Yvonne Meier was born in Zurich, Switzerland, and she has lived and worked in New York City since 1979. As a choreographer and performer, she has created numerous full-evening pieces, several large-scale spectacles and several very personal improvised solos. Following a seven-year hiatus, she began choreographing again with the piece This is not a Pink Pony, which was performed at the Kitchen in New York City. In 1986, she received a Bessie Award for her piece, The Shining. She is the recipient of numerous grants and awards from the New York State Council on the Arts, New York Foundation for the Arts, National Endowment for the Arts Interarts, Franklin Furnace, and Pro Helvetia, among others.
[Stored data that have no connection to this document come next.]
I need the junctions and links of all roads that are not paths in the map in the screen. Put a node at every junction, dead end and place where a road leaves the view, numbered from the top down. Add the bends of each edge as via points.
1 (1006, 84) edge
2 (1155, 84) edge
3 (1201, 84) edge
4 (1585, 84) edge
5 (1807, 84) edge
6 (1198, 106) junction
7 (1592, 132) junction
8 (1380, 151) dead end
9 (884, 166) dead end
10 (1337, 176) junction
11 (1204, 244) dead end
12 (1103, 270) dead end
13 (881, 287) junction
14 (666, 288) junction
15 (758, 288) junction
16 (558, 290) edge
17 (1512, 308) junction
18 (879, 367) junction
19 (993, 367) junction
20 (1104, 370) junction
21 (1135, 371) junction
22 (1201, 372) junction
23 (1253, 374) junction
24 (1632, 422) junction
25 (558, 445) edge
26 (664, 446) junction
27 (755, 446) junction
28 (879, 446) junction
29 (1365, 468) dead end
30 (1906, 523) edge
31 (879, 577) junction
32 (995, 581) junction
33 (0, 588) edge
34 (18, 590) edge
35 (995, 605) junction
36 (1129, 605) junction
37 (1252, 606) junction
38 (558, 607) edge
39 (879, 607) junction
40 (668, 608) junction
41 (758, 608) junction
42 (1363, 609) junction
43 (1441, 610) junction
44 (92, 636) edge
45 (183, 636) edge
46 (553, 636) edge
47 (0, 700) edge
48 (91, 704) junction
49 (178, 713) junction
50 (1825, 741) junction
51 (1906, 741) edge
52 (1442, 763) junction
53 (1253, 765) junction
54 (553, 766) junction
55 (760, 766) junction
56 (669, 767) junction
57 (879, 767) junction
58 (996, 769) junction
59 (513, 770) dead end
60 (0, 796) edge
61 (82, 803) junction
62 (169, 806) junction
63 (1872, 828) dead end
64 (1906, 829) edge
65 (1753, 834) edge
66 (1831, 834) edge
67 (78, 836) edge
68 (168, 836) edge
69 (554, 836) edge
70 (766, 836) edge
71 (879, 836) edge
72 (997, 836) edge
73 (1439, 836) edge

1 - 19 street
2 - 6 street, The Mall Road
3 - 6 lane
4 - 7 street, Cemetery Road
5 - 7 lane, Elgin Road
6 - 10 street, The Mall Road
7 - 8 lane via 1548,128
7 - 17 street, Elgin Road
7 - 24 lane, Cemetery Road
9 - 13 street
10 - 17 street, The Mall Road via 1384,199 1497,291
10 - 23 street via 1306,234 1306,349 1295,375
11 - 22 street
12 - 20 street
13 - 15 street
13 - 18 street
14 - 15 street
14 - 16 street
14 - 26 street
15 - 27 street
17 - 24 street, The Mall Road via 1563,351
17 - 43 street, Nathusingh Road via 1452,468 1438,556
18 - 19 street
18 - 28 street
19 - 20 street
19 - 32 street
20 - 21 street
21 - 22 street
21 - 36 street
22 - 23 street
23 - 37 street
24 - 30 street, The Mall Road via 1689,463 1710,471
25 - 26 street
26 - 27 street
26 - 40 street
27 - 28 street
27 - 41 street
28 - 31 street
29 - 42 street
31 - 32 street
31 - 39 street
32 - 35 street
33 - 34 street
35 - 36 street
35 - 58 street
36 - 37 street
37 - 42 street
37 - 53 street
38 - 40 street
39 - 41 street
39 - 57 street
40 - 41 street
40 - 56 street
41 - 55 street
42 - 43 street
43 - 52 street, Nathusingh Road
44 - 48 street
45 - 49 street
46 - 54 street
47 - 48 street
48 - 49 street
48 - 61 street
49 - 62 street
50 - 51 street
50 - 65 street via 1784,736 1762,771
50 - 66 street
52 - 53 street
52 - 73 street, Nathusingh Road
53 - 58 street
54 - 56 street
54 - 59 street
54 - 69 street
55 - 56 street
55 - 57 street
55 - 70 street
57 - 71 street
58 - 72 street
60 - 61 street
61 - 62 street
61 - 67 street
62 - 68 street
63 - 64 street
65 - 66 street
Saul Melman is a Brooklyn based artist and doctor. He uses sculpture, installation, and performance as principle means to investigate ideas of impermanence and the visceral struggle against it. Saul received an MFA in sculpture from Bard College in 2009 and completed Emergency Medicine training at Cook County Hospital in 1999. He was a resident artist in Culture Push Genesis Project 2009. saulmelman.com
Igal Nassima is a programmer and an artist. He works with data, and mediums of sound, text and graphics are his areas of interest as an artist. He directs 319 Scholes Performance space in Bushwick, Brooklyn (319scholes.org), and he is currently a candidate in the Masters of Professional Studies in the Interactive Telecommunications Program at New York University. Igal bikes back and forth on the Williamsburg Bridge. You can follow his work at materials.nassima.com.
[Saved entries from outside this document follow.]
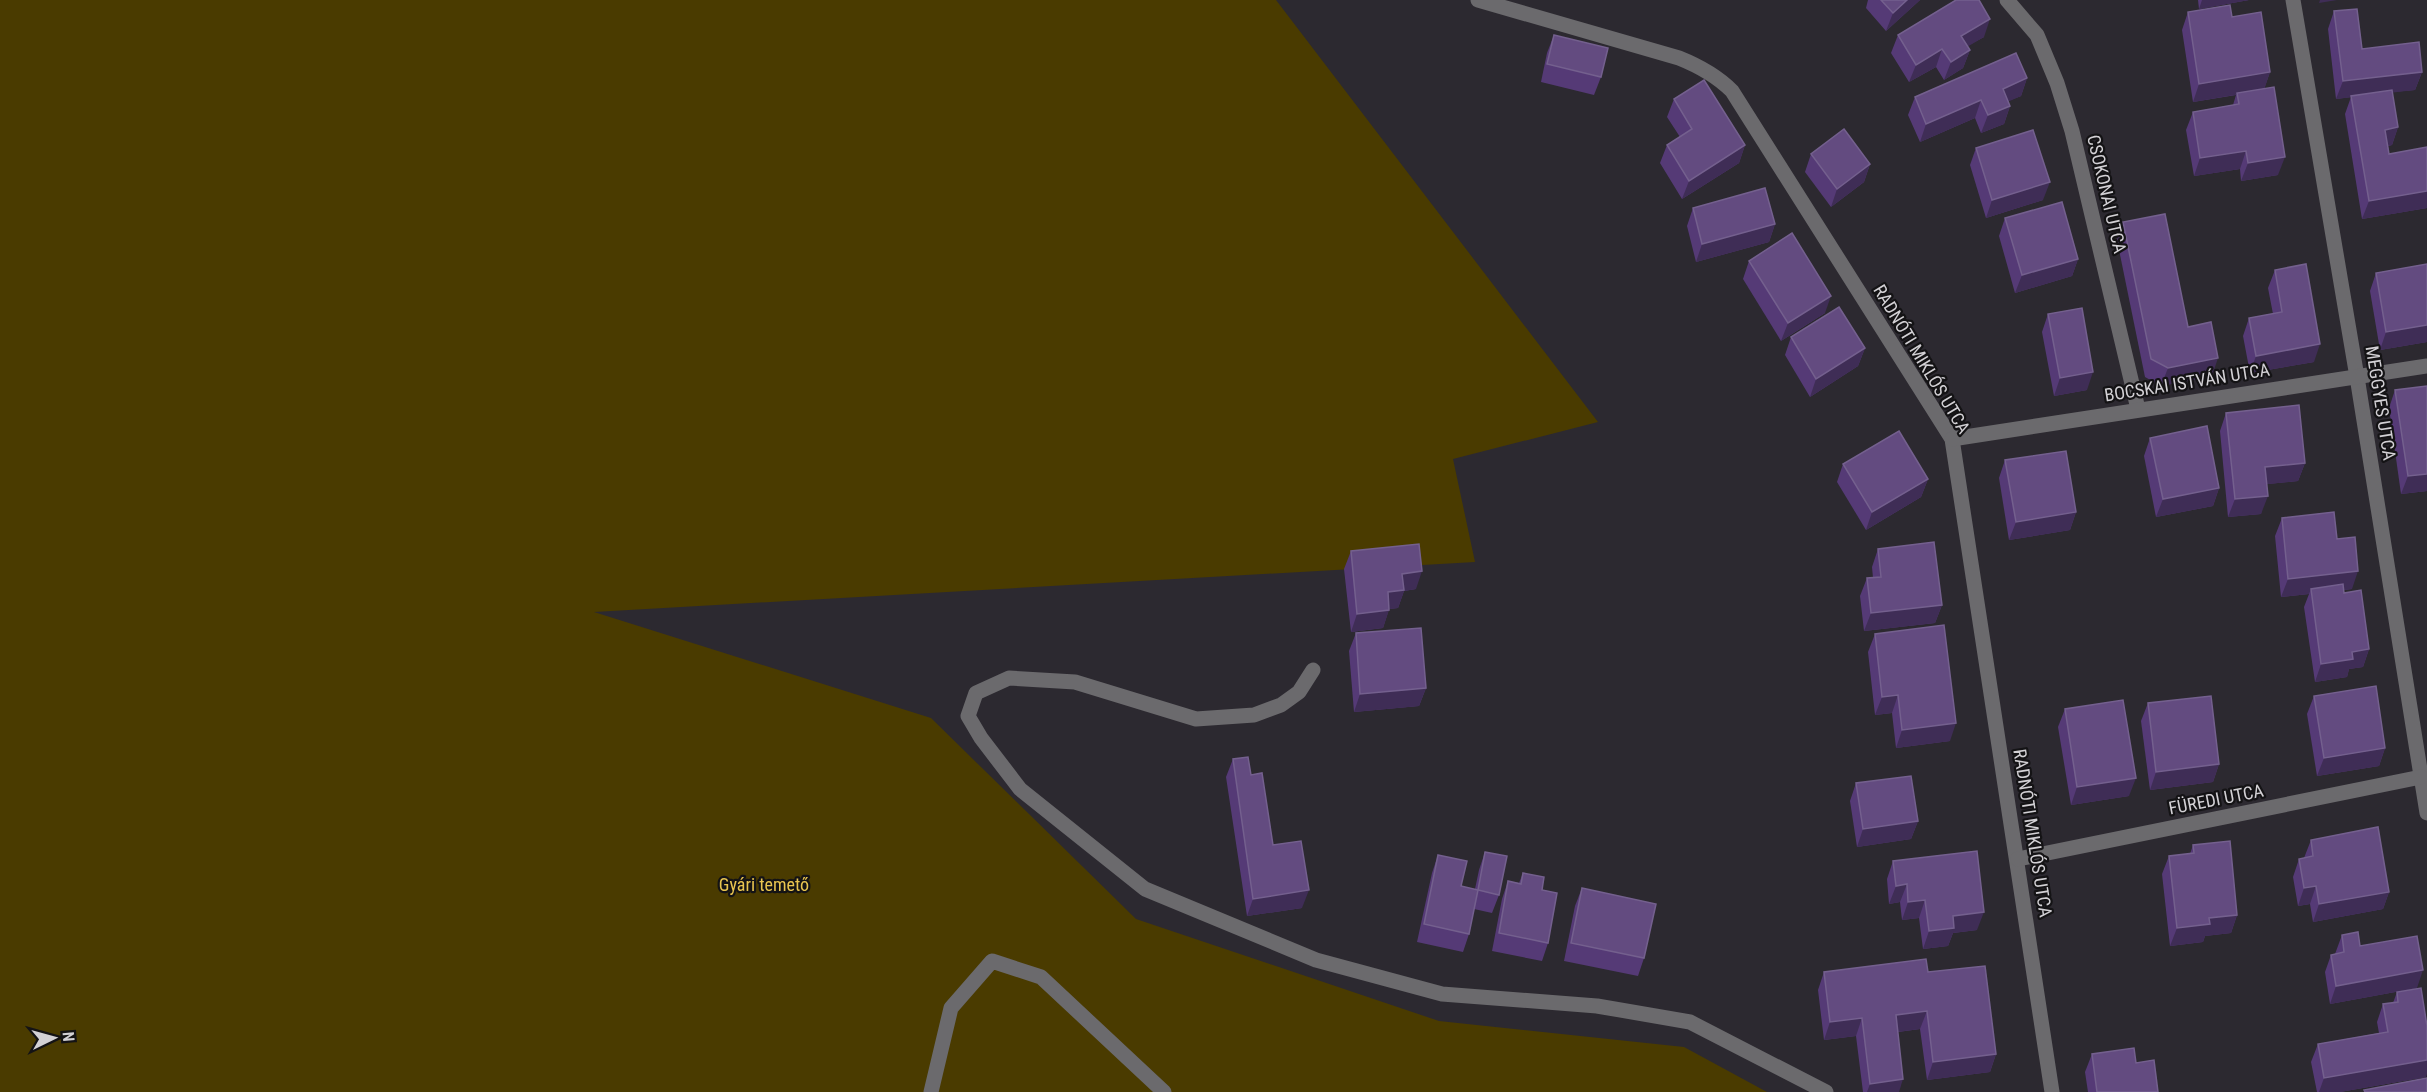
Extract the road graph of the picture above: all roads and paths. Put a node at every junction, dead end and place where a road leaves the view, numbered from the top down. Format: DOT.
graph roads {
  1 [pos="1478,0"];
  2 [pos="2007,0"];
  3 [pos="2293,0"];
  4 [pos="2427,366"];
  5 [pos="2357,377"];
  6 [pos="2138,409"];
  7 [pos="1953,439"];
  8 [pos="1313,670"];
  9 [pos="2421,777"];
  10 [pos="2427,813"];
  11 [pos="2018,859"];
  12 [pos="931,1092"];
  13 [pos="1164,1092"];
  14 [pos="1826,1092"];
  15 [pos="2052,1092"];
  1 -- 7 [label="street, RADNÓTI MIKLÓS UTCA"];
  2 -- 6 [label="street, CSOKONAI UTCA"];
  3 -- 5 [label="street, MEGGYES UTCA"];
  4 -- 5 [label="street, BOCSKAI ISTVÁN UTCA"];
  5 -- 6 [label="street, BOCSKAI ISTVÁN UTCA"];
  5 -- 9 [label="street, MEGGYES UTCA"];
  6 -- 7 [label="street, BOCSKAI ISTVÁN UTCA"];
  7 -- 11 [label="street, RADNÓTI MIKLÓS UTCA"];
  8 -- 14 [label="street"];
  9 -- 10 [label="street, MEGGYES UTCA"];
  9 -- 11 [label="street, FÜREDI UTCA"];
  11 -- 15 [label="street, RADNÓTI MIKLÓS UTCA"];
  12 -- 13 [label="street"];
}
Ashley Rawlings was born in London, and after graduating from the Japanese Studies Faculty at the University of Cambridge in 2005, he lived in Tokyo, where he researched postwar Japanese art at Sophia University and worked as an editor and translator for Tokyo Art Beat. From Tokyo, he contributed regularly to online and printed publications such as The Japan Times, ART iT, Artforum.com, Saatchi Online, ArtReview and ArtAsiaPacific. He is the author and editor of Art Space Tokyo (Books We Make, 2010), an in-depth guidebook to the Tokyo art world, and the co-editor of the exhibition catalog What is Mono-ha? (Tokyo Gallery + BTAP, 2007). He is currently based in New York, where he works as Features and Profiles Editor of ArtAsiaPacific.
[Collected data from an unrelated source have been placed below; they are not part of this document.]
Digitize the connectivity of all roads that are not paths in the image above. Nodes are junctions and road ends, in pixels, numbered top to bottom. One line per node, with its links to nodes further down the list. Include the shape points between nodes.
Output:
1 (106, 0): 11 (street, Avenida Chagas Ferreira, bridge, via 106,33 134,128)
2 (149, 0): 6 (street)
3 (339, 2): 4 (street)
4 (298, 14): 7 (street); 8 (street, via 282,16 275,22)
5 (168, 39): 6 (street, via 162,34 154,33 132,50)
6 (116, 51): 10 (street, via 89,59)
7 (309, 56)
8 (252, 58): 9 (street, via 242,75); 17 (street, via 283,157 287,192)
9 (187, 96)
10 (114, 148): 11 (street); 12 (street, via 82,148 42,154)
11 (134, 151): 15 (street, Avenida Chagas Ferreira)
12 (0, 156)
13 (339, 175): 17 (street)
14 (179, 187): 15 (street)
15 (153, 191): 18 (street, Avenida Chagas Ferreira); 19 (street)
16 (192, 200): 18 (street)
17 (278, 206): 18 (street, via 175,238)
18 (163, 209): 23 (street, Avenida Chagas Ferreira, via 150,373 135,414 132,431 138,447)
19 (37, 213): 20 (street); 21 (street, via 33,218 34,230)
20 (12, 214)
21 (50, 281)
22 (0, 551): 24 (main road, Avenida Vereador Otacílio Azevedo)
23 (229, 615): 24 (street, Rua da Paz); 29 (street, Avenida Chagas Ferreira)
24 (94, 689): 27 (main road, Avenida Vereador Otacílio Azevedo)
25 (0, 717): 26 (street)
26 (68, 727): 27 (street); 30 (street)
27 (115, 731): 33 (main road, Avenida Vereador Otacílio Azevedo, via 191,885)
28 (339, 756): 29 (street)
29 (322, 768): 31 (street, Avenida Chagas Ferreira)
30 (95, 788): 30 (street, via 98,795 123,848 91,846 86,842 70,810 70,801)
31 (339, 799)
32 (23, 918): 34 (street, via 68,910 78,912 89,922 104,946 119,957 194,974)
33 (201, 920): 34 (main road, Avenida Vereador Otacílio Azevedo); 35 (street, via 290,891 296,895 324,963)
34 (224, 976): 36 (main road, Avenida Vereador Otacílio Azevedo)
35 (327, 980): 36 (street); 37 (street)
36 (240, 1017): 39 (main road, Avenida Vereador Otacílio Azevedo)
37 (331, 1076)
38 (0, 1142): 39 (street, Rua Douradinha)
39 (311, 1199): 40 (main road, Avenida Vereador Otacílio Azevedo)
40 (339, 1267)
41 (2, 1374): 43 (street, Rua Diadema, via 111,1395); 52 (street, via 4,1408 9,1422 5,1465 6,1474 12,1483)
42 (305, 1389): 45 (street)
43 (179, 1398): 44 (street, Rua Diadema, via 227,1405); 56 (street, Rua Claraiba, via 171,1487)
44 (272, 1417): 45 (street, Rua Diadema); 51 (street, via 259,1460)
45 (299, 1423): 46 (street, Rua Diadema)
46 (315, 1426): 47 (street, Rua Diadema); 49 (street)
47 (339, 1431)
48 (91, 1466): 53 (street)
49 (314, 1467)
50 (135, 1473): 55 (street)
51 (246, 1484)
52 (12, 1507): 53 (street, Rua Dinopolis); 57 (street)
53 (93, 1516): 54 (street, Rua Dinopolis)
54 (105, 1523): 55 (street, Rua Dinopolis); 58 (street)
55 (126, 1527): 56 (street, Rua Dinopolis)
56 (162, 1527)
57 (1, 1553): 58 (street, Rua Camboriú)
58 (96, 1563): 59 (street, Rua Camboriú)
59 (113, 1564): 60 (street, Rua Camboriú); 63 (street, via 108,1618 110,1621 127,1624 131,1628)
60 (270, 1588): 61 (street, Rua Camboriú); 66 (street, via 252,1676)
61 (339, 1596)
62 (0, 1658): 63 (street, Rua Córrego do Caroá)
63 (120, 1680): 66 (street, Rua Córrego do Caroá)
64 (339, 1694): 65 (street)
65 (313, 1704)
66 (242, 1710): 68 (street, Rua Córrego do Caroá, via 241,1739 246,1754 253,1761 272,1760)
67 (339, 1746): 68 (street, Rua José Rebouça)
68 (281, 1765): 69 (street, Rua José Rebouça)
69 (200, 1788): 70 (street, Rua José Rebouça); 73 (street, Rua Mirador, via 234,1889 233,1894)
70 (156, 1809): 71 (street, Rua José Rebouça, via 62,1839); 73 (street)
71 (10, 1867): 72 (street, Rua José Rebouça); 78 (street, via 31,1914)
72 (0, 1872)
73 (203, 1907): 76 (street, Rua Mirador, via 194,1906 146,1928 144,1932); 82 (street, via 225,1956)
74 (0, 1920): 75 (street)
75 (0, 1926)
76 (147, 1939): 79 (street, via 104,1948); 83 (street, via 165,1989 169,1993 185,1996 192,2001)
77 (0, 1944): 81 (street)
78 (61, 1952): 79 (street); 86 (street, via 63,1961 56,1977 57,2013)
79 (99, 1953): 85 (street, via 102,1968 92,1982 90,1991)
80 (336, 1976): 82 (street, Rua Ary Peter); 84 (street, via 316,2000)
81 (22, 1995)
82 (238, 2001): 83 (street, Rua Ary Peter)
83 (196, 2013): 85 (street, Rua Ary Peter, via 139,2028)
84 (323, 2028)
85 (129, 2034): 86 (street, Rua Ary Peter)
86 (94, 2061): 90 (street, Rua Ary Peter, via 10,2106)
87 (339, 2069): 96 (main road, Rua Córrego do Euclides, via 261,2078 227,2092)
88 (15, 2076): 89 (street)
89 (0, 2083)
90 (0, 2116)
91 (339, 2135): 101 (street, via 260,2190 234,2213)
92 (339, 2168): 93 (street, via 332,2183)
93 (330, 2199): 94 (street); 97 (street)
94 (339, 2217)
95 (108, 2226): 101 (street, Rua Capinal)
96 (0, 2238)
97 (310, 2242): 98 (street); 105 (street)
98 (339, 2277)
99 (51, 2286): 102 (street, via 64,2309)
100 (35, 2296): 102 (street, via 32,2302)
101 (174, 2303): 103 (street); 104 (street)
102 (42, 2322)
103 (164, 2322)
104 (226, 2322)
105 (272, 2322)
Dustyn Roberts is a mechanical engineer, teacher, and author. She started her career at Honeybee Robotics as a design engineer on a project for NASA’s Mars Science Laboratory mission, scheduled for launch in 2011. After consulting James Powderly and Michelle Kempner for their Eyebeam residency in 2006, she founded Dustyn Robots and continues to engage in consulting work ranging from gait analysis to designing guided parachute systems. In 2007 she developed a course for New York University’s Interactive Telecommunications Program entitled “Mechanisms and Things That Move”, which led to her book, Making Things Move, forthcoming from McGraw-Hill in fall 2010. Dustyn holds a BS in Mechanical and Biomedical Engineering from Carnegie Mellon University with minors in Robotics and Business, and an MS in Biomechanics & Movement Science from the University of Delaware.
Tim Hyde is a Brooklyn based artist who works with photography and video to explore the intersection between place and perception. In 2009 solo exhibitions of his work were held at the Philadelphia Museum of Art and Max Protech Gallery in New York City. Tim received an MFA from Columbia University School of the Arts in 2005, and was a resident at the Skowhegan School for Painting and Sculpture in 2007.